Work task: Reproduce all of the entries below exactly, without a single change.

Records for this task:
------------------------------------------------
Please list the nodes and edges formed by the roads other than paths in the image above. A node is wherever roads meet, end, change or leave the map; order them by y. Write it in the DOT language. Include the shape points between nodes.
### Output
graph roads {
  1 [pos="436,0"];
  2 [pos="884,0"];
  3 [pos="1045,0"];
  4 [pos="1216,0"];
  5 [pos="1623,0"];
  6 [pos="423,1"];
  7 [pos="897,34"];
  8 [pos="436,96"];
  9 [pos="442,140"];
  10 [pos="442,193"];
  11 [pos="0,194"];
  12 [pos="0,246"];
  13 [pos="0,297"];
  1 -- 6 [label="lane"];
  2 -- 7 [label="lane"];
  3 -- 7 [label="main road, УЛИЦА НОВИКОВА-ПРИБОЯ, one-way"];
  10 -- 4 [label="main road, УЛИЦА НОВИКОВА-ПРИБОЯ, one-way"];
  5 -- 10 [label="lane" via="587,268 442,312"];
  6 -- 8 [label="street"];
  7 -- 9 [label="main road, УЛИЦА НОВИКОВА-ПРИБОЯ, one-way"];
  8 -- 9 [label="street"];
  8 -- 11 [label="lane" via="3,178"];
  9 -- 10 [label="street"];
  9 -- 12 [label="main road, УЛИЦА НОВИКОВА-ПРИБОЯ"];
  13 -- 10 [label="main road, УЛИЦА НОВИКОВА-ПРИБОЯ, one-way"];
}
------------------------------------------------
Response area:
Please list the nodes and edges formed by the roads other than paths in the image above. A node is wherever roads meet, end, change or leave the map; order them by y. Write it in the DOT language. Include the shape points between nodes.
### Output
graph roads {
  1 [pos="436,0"];
  2 [pos="884,0"];
  3 [pos="1045,0"];
  4 [pos="1216,0"];
  5 [pos="1623,0"];
  6 [pos="423,1"];
  7 [pos="897,34"];
  8 [pos="436,96"];
  9 [pos="442,140"];
  10 [pos="442,193"];
  11 [pos="0,194"];
  12 [pos="0,246"];
  13 [pos="0,297"];
  1 -- 6 [label="lane"];
  2 -- 7 [label="lane"];
  3 -- 7 [label="main road, УЛИЦА НОВИКОВА-ПРИБОЯ, one-way"];
  10 -- 4 [label="main road, УЛИЦА НОВИКОВА-ПРИБОЯ, one-way"];
  5 -- 10 [label="lane" via="587,268 442,312"];
  6 -- 8 [label="street"];
  7 -- 9 [label="main road, УЛИЦА НОВИКОВА-ПРИБОЯ, one-way"];
  8 -- 9 [label="street"];
  8 -- 11 [label="lane" via="3,178"];
  9 -- 10 [label="street"];
  9 -- 12 [label="main road, УЛИЦА НОВИКОВА-ПРИБОЯ"];
  13 -- 10 [label="main road, УЛИЦА НОВИКОВА-ПРИБОЯ, one-way"];
}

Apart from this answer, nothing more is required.